--- Provided material ---

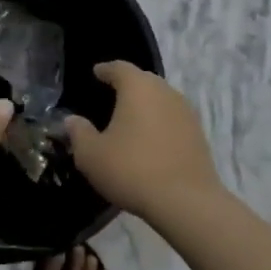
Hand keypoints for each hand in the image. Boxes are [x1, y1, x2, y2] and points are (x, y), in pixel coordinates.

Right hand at [65, 62, 220, 220]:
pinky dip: (159, 123)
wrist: (186, 201)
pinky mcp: (198, 135)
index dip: (105, 70)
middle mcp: (165, 92)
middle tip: (110, 95)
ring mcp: (186, 112)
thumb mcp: (91, 154)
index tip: (96, 73)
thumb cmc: (131, 169)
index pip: (119, 68)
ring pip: (161, 99)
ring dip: (145, 105)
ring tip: (129, 119)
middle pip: (143, 80)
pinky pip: (172, 119)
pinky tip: (149, 140)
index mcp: (138, 87)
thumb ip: (79, 132)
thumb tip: (72, 120)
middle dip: (127, 85)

---

• _Task to carry out_
Show every line of the listing that includes the word "pinky".

• _Answer for the task_
pinky dip: (159, 123)
pinky mcp: (198, 135)
pinky pip: (172, 119)
pinky tip: (149, 140)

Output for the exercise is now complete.